[Dataset excerpts]
------------------------
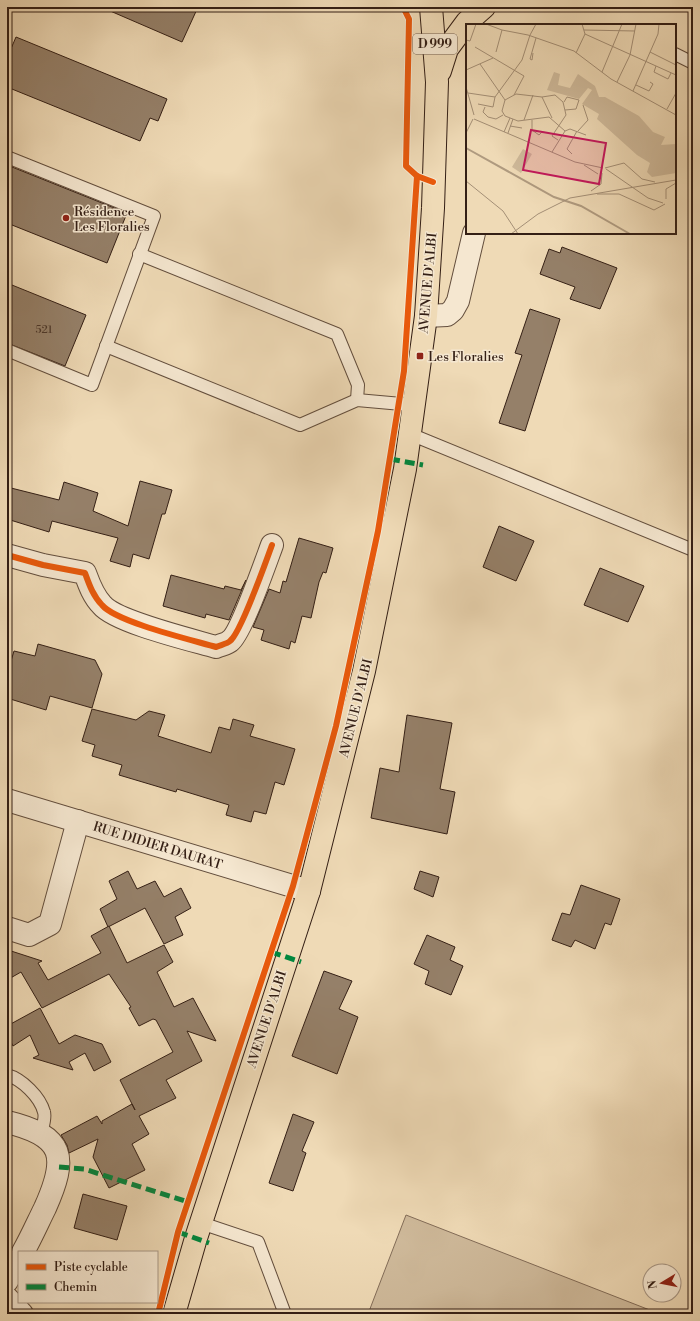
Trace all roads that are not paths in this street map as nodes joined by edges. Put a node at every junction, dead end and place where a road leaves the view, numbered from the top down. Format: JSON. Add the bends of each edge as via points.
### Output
{"nodes":[{"id":1,"x":431,"y":7,"type":"edge"},
{"id":2,"x":484,"y":7,"type":"edge"},
{"id":3,"x":676,"y":54,"type":"edge"},
{"id":4,"x":693,"y":63,"type":"edge"},
{"id":5,"x":437,"y":82,"type":"junction"},
{"id":6,"x":7,"y":157,"type":"edge"},
{"id":7,"x":474,"y":234,"type":"edge"},
{"id":8,"x":140,"y":254,"type":"junction"},
{"id":9,"x":426,"y":316,"type":"junction"},
{"id":10,"x":106,"y":346,"type":"junction"},
{"id":11,"x":7,"y":350,"type":"edge"},
{"id":12,"x":357,"y":400,"type":"junction"},
{"id":13,"x":413,"y":405,"type":"junction"},
{"id":14,"x":410,"y":434,"type":"junction"},
{"id":15,"x":272,"y":545,"type":"dead end"},
{"id":16,"x":693,"y":550,"type":"edge"},
{"id":17,"x":7,"y":555,"type":"edge"},
{"id":18,"x":7,"y":800,"type":"edge"},
{"id":19,"x":78,"y":821,"type":"junction"},
{"id":20,"x":309,"y":891,"type":"junction"},
{"id":21,"x":7,"y":928,"type":"edge"},
{"id":22,"x":7,"y":1075,"type":"edge"},
{"id":23,"x":7,"y":1122,"type":"edge"},
{"id":24,"x":42,"y":1134,"type":"junction"},
{"id":25,"x":200,"y":1223,"type":"junction"},
{"id":26,"x":23,"y":1251,"type":"edge"},
{"id":27,"x":18,"y":1262,"type":"edge"},
{"id":28,"x":7,"y":1281,"type":"edge"},
{"id":29,"x":7,"y":1298,"type":"edge"},
{"id":30,"x":22,"y":1314,"type":"edge"},
{"id":31,"x":174,"y":1314,"type":"edge"},
{"id":32,"x":285,"y":1314,"type":"edge"}],
"edges":[{"from":1,"to":5,"type":"main road","name":"AVENUE D'ALBI","number":"D 999"},
{"from":2,"to":5,"type":"main road","name":"AVENUE D'ALBI","number":"D 999","via":[[467,22],[447,49]]},
{"from":3,"to":4,"type":"lane"},
{"from":5,"to":9,"type":"main road","name":"AVENUE D'ALBI","number":"D 999"},
{"from":6,"to":8,"type":"lane","via":[[154,216]]},
{"from":7,"to":9,"type":"street","via":[[458,301],[453,310],[447,316]]},
{"from":8,"to":10,"type":"lane"},
{"from":8,"to":12,"type":"lane","via":[[337,334],[358,385]]},
{"from":9,"to":13,"type":"main road","name":"AVENUE D'ALBI","number":"D 999"},
{"from":10,"to":11,"type":"lane","via":[[92,385]]},
{"from":10,"to":12,"type":"lane","via":[[300,425]]},
{"from":12,"to":13,"type":"lane"},
{"from":13,"to":14,"type":"main road","name":"AVENUE D'ALBI","number":"D 999"},
{"from":14,"to":16,"type":"lane"},
{"from":14,"to":20,"type":"main road","name":"AVENUE D'ALBI","number":"D 999","via":[[364,671]]},
{"from":15,"to":17,"type":"street","via":[[239,627],[231,641],[216,647],[118,617],[102,606],[85,573]]},
{"from":18,"to":19,"type":"street","name":"RUE DIDIER DAURAT"},
{"from":19,"to":20,"type":"street","name":"RUE DIDIER DAURAT"},
{"from":19,"to":21,"type":"street","via":[[50,924],[30,935]]},
{"from":20,"to":25,"type":"main road","name":"AVENUE D'ALBI","number":"D 999"},
{"from":22,"to":24,"type":"lane","via":[[15,1077],[38,1098],[45,1114]]},
{"from":23,"to":24,"type":"street"},
{"from":24,"to":26,"type":"street","via":[[56,1150],[60,1167],[56,1184]]},
{"from":25,"to":31,"type":"main road","name":"AVENUE D'ALBI","number":"D 999"},
{"from":25,"to":32,"type":"lane","via":[[258,1242]]},
{"from":27,"to":28,"type":"street"},
{"from":29,"to":30,"type":"street"}]}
------------------------
» What the exercise asks: Output every entry above exactly as written, but omit the pictures.

» Result of the exercise:
Trace all roads that are not paths in this street map as nodes joined by edges. Put a node at every junction, dead end and place where a road leaves the view, numbered from the top down. Format: JSON. Add the bends of each edge as via points.
### Output
{"nodes":[{"id":1,"x":431,"y":7,"type":"edge"},
{"id":2,"x":484,"y":7,"type":"edge"},
{"id":3,"x":676,"y":54,"type":"edge"},
{"id":4,"x":693,"y":63,"type":"edge"},
{"id":5,"x":437,"y":82,"type":"junction"},
{"id":6,"x":7,"y":157,"type":"edge"},
{"id":7,"x":474,"y":234,"type":"edge"},
{"id":8,"x":140,"y":254,"type":"junction"},
{"id":9,"x":426,"y":316,"type":"junction"},
{"id":10,"x":106,"y":346,"type":"junction"},
{"id":11,"x":7,"y":350,"type":"edge"},
{"id":12,"x":357,"y":400,"type":"junction"},
{"id":13,"x":413,"y":405,"type":"junction"},
{"id":14,"x":410,"y":434,"type":"junction"},
{"id":15,"x":272,"y":545,"type":"dead end"},
{"id":16,"x":693,"y":550,"type":"edge"},
{"id":17,"x":7,"y":555,"type":"edge"},
{"id":18,"x":7,"y":800,"type":"edge"},
{"id":19,"x":78,"y":821,"type":"junction"},
{"id":20,"x":309,"y":891,"type":"junction"},
{"id":21,"x":7,"y":928,"type":"edge"},
{"id":22,"x":7,"y":1075,"type":"edge"},
{"id":23,"x":7,"y":1122,"type":"edge"},
{"id":24,"x":42,"y":1134,"type":"junction"},
{"id":25,"x":200,"y":1223,"type":"junction"},
{"id":26,"x":23,"y":1251,"type":"edge"},
{"id":27,"x":18,"y":1262,"type":"edge"},
{"id":28,"x":7,"y":1281,"type":"edge"},
{"id":29,"x":7,"y":1298,"type":"edge"},
{"id":30,"x":22,"y":1314,"type":"edge"},
{"id":31,"x":174,"y":1314,"type":"edge"},
{"id":32,"x":285,"y":1314,"type":"edge"}],
"edges":[{"from":1,"to":5,"type":"main road","name":"AVENUE D'ALBI","number":"D 999"},
{"from":2,"to":5,"type":"main road","name":"AVENUE D'ALBI","number":"D 999","via":[[467,22],[447,49]]},
{"from":3,"to":4,"type":"lane"},
{"from":5,"to":9,"type":"main road","name":"AVENUE D'ALBI","number":"D 999"},
{"from":6,"to":8,"type":"lane","via":[[154,216]]},
{"from":7,"to":9,"type":"street","via":[[458,301],[453,310],[447,316]]},
{"from":8,"to":10,"type":"lane"},
{"from":8,"to":12,"type":"lane","via":[[337,334],[358,385]]},
{"from":9,"to":13,"type":"main road","name":"AVENUE D'ALBI","number":"D 999"},
{"from":10,"to":11,"type":"lane","via":[[92,385]]},
{"from":10,"to":12,"type":"lane","via":[[300,425]]},
{"from":12,"to":13,"type":"lane"},
{"from":13,"to":14,"type":"main road","name":"AVENUE D'ALBI","number":"D 999"},
{"from":14,"to":16,"type":"lane"},
{"from":14,"to":20,"type":"main road","name":"AVENUE D'ALBI","number":"D 999","via":[[364,671]]},
{"from":15,"to":17,"type":"street","via":[[239,627],[231,641],[216,647],[118,617],[102,606],[85,573]]},
{"from":18,"to":19,"type":"street","name":"RUE DIDIER DAURAT"},
{"from":19,"to":20,"type":"street","name":"RUE DIDIER DAURAT"},
{"from":19,"to":21,"type":"street","via":[[50,924],[30,935]]},
{"from":20,"to":25,"type":"main road","name":"AVENUE D'ALBI","number":"D 999"},
{"from":22,"to":24,"type":"lane","via":[[15,1077],[38,1098],[45,1114]]},
{"from":23,"to":24,"type":"street"},
{"from":24,"to":26,"type":"street","via":[[56,1150],[60,1167],[56,1184]]},
{"from":25,"to":31,"type":"main road","name":"AVENUE D'ALBI","number":"D 999"},
{"from":25,"to":32,"type":"lane","via":[[258,1242]]},
{"from":27,"to":28,"type":"street"},
{"from":29,"to":30,"type":"street"}]}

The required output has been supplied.